Washington, D.C. – Congresswoman Barbara Lee issued the following statement in recognition of the beginning of Women’s History Month: 

“Women’s History Month is an opportunity to celebrate the immense contributions of women in the East Bay and across the country who paved the way for women to lead in government, science, education, and across all fields. This year, as we recognize generations of trailblazing women, we are also celebrating the monumental achievement of electing Vice President Kamala Harris, the first Black and Indian American woman to serve in this role.  

“This is an especially momentous moment for our community. VP Harris as a native of the East Bay Area, has made her hometown proud throughout her trailblazing career as the first Black Attorney General in California, first Black and Indian American Woman to serve in the United States Senate from California, and now as the first woman Vice President.  

I know that my mentor and guiding light, the late Congresswoman Shirley Chisholm, is smiling down on us. As the first African American woman member of Congress, Congresswoman Shirley Chisholm worked tirelessly to remain unbought and unbossed. In 1972, she also became the first woman to make a bid for the Democratic Party’s presidential nomination. As we celebrate this historic moment for our country, I am reminded that Shirley Chisholm inspired me to believe that women must lead at every level of government.   

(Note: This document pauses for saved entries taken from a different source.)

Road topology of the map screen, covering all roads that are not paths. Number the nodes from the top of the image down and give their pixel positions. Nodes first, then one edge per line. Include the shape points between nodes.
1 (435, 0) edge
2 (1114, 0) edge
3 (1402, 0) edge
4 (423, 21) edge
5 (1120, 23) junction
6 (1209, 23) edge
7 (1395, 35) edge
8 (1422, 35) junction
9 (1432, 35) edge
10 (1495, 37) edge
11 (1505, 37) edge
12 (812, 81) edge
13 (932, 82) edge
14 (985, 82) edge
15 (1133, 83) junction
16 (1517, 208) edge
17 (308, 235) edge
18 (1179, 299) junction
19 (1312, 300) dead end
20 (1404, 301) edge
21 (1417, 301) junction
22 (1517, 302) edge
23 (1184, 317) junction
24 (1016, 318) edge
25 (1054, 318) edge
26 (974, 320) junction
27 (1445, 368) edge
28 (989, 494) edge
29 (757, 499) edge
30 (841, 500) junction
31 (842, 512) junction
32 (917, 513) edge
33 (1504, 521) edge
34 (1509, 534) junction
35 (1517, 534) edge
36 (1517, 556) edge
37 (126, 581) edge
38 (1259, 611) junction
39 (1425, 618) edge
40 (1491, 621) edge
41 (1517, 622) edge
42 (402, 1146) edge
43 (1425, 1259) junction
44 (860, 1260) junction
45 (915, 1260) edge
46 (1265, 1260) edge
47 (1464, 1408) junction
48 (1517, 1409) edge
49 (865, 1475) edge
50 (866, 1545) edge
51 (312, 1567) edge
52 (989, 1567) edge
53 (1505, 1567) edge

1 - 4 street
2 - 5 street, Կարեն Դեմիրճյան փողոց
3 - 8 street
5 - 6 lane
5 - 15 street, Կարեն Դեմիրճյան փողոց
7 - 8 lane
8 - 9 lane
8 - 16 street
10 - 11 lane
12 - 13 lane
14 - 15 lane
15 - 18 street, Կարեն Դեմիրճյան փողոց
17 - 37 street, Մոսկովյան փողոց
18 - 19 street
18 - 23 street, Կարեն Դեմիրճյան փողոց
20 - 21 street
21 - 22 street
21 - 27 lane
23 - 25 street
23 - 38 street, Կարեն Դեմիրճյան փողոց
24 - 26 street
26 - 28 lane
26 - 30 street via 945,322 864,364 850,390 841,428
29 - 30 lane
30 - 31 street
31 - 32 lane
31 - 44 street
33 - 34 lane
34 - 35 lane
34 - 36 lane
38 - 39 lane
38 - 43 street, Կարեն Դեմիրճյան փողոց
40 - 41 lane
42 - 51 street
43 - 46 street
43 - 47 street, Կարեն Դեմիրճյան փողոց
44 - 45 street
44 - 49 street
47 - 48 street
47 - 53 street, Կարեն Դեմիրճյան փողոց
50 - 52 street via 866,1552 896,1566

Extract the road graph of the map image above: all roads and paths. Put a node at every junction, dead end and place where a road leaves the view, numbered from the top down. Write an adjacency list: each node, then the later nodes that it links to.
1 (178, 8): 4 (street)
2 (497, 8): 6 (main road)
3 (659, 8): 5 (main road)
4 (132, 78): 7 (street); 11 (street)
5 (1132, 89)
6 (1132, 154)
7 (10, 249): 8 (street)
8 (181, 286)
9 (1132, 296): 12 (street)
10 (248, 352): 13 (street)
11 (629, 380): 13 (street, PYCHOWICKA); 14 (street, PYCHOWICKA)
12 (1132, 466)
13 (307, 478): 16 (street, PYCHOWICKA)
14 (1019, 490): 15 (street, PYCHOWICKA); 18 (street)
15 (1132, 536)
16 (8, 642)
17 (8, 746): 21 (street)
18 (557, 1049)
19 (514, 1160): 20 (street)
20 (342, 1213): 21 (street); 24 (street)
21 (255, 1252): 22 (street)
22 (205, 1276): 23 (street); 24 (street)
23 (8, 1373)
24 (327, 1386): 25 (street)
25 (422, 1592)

“As we celebrate our nation’s progress, we must also recognize the work that lies ahead for women’s equality, especially as we fight a deadly global pandemic that has pushed nearly 2.3 million women out of the workforce. The converging economic and COVID-19 public health crises have laid bare decades of systemic inequality and racism that disproportionately impact women of color. That’s why we must continue fighting for equal wages, access to child care, reproductive healthcare, and the many issues impacting women today. Last week, House Democrats passed President Biden’s American Rescue Plan, which is an important step in tackling this pandemic and economic crisis for women and the millions struggling. 

“Last Congress, I fought alongside my colleagues to empower women across our country by passing the Paycheck Fairness Act, the Raise the Wage Act, and the Pregnant Workers Fairness Act to ensure equal pay and protect women from workplace discrimination. This Congress, I will continue to work with House Democrats and the Biden-Harris Administration to guarantee that all women can participate equally in our economy and our society. 

“This month and every month, we must remain committed to building on the progress made by countless trailblazing women throughout history and work to tackle the unique challenges faced by women and particularly women of color today."

Women’s History Month has grown from an idea formed in Sonoma, California, in the 1970s by the Education Task Force, to a week established in 1978, to a month-long celebration of the impact of women throughout history. Formally established in 1987, Women’s History Month honors the enormous strides and great accomplishments of women.  It is a reminder to build on their legacy by commemorating the countless ways women have made an impact on the outcome of American history.